Lip Service: What Passes for Fair and Sound Restraining Order Policy in Michigan (and, Largely, Everywhere Else)

Posted on June 10, 2014


I’ve tried in earnest to field a lot of questions about the rules and practices that apply to restraining orders. A lot of the answers don’t make any sense.

Judges and authorities don’t question the fairness or sense of the rules, because that’s not their job. Lawyers sometimes question them but may not be fully aware of them themselves. And defendants, who are terrorized and railroaded through, often have no recourse but to complain afterwards about injustices they’re not always able to explain.

Let’s shed some light on a few of these injustices with the help of the Kalamazoo County Prosecutor’s Office. Its website’s “Personal Protection Orders” page is here.

“A police officer called and informed me of a PPO [personal protection order]. Is a phone call effective without personal service upon me?” This is a question the likes of which bring visitors to this blog regularly.

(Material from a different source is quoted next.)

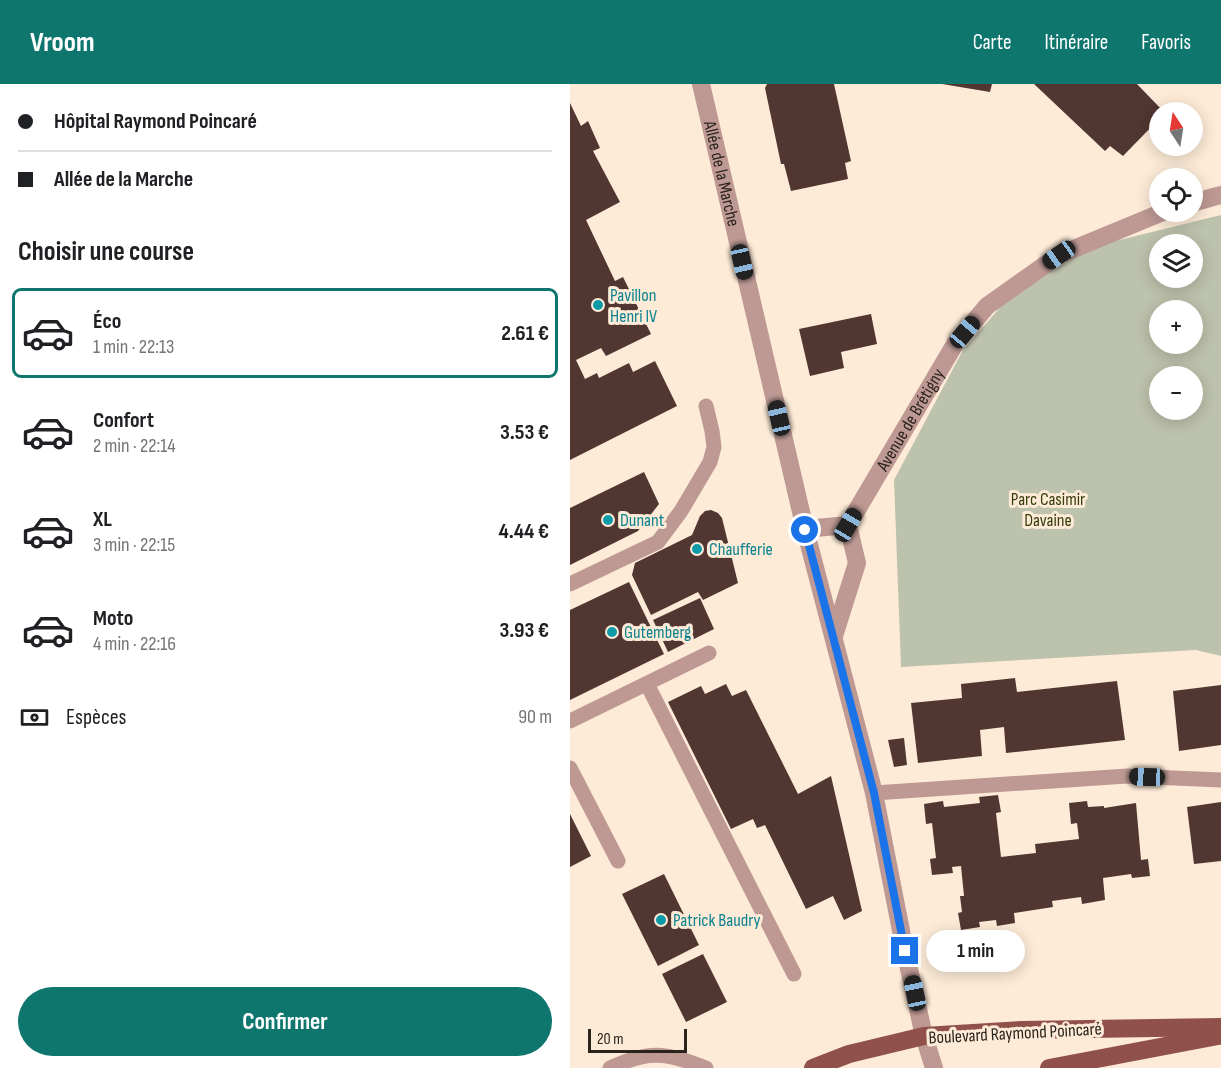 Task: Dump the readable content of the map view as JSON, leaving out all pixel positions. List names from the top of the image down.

Most attorneys, if asked this question, would probably say no, it isn’t sufficient—and for good reason. The average person who’s issued an order of the court has no idea what its significance is. A cop’s calling and telling him or her about it—“Hi, a protection order has been issued against you”—hardly qualifies as making him or her aware of prohibitions whose violation s/he can be arrested and jailed for without being tried before a jury for anything.

In Michigan, however, “oral notice” (lip service) is apparently deemed “good enough.”

Notice no actual confirmation that a defendant has even been orally informed of a court order is required (like a signature, for example). It’s sufficient if a police officer (or clerk) files a form that says the defendant was told of its “existence.” This say-so is called “proof.”

This “proof,” once “entered into the computer system,” authorizes a police officer to arrest the defendant for violating an order of the court that s/he may not even have been given a copy of. The defendant’s so much as saying hello to the plaintiff now qualifies as a crime for which s/he can be arrested and punished.

(The Kalamazoo website later contradicts itself with this statement: “The police might not arrest the restrained party, especially if the officer did not witness the acts violating the PPO, or if there was insufficient proof that the Respondent had been served with the PPO papers before the alleged violation occurred.” This suggests that service does require that a police officer place a copy of the order in the defendant’s hands. You see from these kinds of inconsistencies why so many people complain that officers they question seem to make up answers on the spot.)

You may be thinking that with policy’s being so wishy-washy, there’d have to be evidence that the defendant committed a violation of the order before a police officer could arrest him or her. Not so. A violation, which the defendant may not even understand to be a legal trespass, just has to be reported to a police officer once the order is in the system.

I like the phrase “warrantless arrest,” because one of the meanings of warrantless is lacking justification or proof. To be clear, the basis for hauling someone off to jail may once again be somebody’s say-so. An officer doesn’t have to witness anything.

An order itself is, of course, issued on somebody’s say-so. Consider:

An ex parte order may be obtained by a plaintiff without the defendant’s knowing a thing about it (that’s what ex parte means), and obtaining the order is an investment of two and a half hours’ time tops. Most of this is waiting. The actual audience with a judge may only take five minutes. Observe, further, that “PPOs do not require a court hearing.” That means there’s no follow-up mandated by law. Unless the defendant knows to request a hearing to challenge the allegations against him or her—which may include anything from harassment to stalking to battery or worse—the order (possibly based on a five-minute interview) is a done deal, and those allegations remain permanently stamped on the defendant’s public record.

To repeat for emphasis: A judge may never so much as clap eyes on the defendant, who’s just a name scrawled on a form.

As if all this didn’t sound bent enough, contemplate this, finally:

This means that if the plaintiff on the order opts to contact the defendant, that’s perfectly okay. The person who goes to jail is the defendant.

Does this mean a malicious plaintiff can bait the defendant into violating a court order by calling, texting, or emailing him or her, or showing up at his or her home or place of work?

phewRight. (People report answering the phone and actually being told, “Gotcha!”)

The Kalamazoo County Prosecutor’s Office is hip to this potential source of abuse, however. It admonishes plaintiffs in the sternest terms not to “send the wrong signals.”